Intraosseous Access Insertion - Adult Tibia

Intraosseous Access Insertion - Adult Tibia

Intraosseous Access
VR Examination

Use this resource in conjunction with your real-world training

Experience Summary

This experience will guide you through the steps of performing intraosseous (IO) access on an adult tibia.


Clinical Context

Intraosseous (IO) access is a vital procedure used in emergency and critical care settings when traditional intravenous (IV) access is difficult or impossible to obtain. Although more commonly associated with paediatric resuscitation, IO access is increasingly recognised as an essential tool in adult emergency medicine, particularly in time-critical situations such as cardiac arrest, major trauma, or severe shock.

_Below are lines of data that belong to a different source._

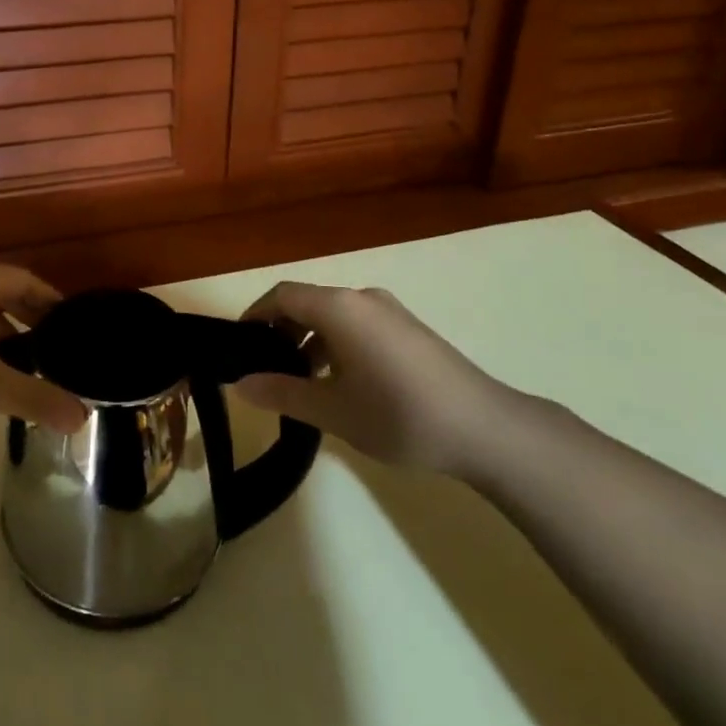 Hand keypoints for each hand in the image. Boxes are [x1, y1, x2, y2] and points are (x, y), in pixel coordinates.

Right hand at [234, 282, 506, 472]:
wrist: (487, 429)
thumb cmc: (400, 415)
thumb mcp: (333, 410)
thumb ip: (282, 393)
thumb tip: (239, 384)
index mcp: (340, 308)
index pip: (282, 295)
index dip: (255, 315)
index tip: (240, 345)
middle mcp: (362, 298)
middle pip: (308, 302)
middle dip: (281, 331)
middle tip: (266, 369)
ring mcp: (390, 311)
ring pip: (334, 315)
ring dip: (309, 340)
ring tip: (302, 381)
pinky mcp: (409, 329)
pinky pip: (357, 324)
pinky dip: (336, 343)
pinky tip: (342, 383) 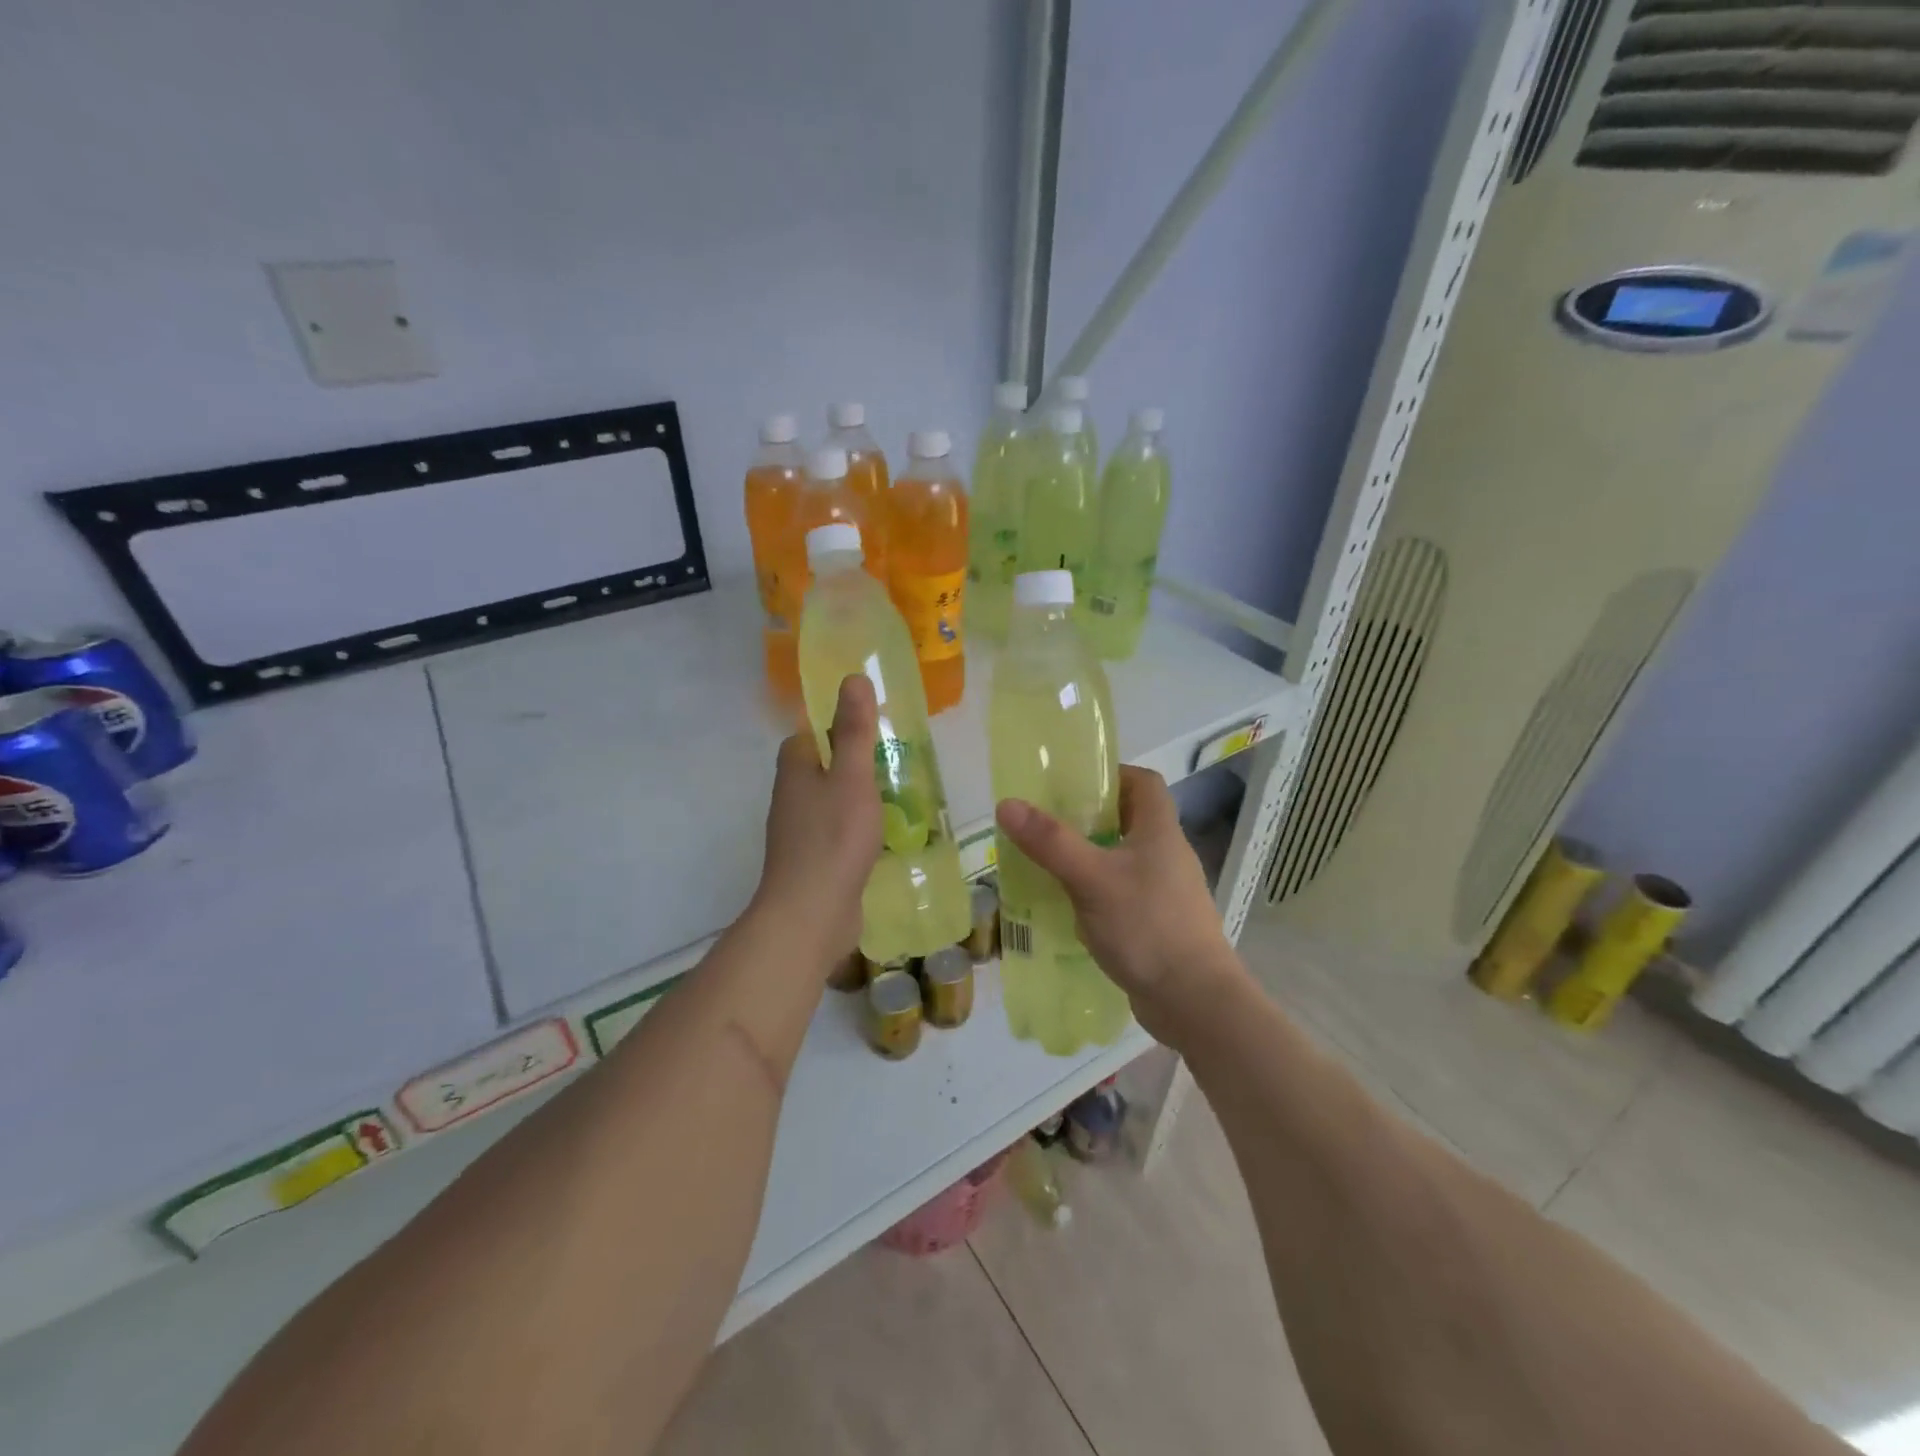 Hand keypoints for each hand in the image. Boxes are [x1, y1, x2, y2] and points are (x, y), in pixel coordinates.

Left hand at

In adult patients, peripheral venous access can be challenging due to collapsed veins caused by hypovolaemia, vasoconstriction, obesity, or a history of intravenous drug use. In these scenarios, IO access provides a rapid, reliable route for the administration of fluids, medications, and blood products directly into the vascular system via the bone marrow.

The clinical indications for IO access in adults include:

  • Cardiac arrest when IV access cannot be quickly obtained
  • Major trauma with circulatory collapse
  • Severe burns where venous access is compromised
  • Status epilepticus requiring urgent drug delivery
  • Sepsis with poor peripheral perfusion
  • Prolonged attempts (typically >90 seconds or 2 failed attempts) to establish IV access in any emergency

Common insertion sites in adults include the proximal tibiaproximal humerus, and sternum. The proximal humerus is often preferred in adults due to higher flow rates and easier access during chest compressions.

The procedure is generally performed using a battery-powered IO drill or manual driver with a specialized IO needle. Correct placement is confirmed by aspiration of bone marrow or blood, and the ease of flushing the line with minimal resistance.

Complications, while uncommon, can include extravasation, compartment syndrome, infection (osteomyelitis), and injury to growth plates (though this is more relevant in children). Proper technique and adherence to aseptic protocols are essential to minimise risks.

IO access allows for the administration of nearly all resuscitative drugs, including adrenaline, amiodarone, fluids, and even blood products. Drugs given IO reach central circulation within seconds, offering pharmacokinetic profiles similar to IV administration.

Learning Outcomes

  1. Understand how to appropriately perform obtaining IO access.
  2. Understand the critical safety steps in obtaining IO access.
  3. Understand the anatomical landmarks encountered during this procedure.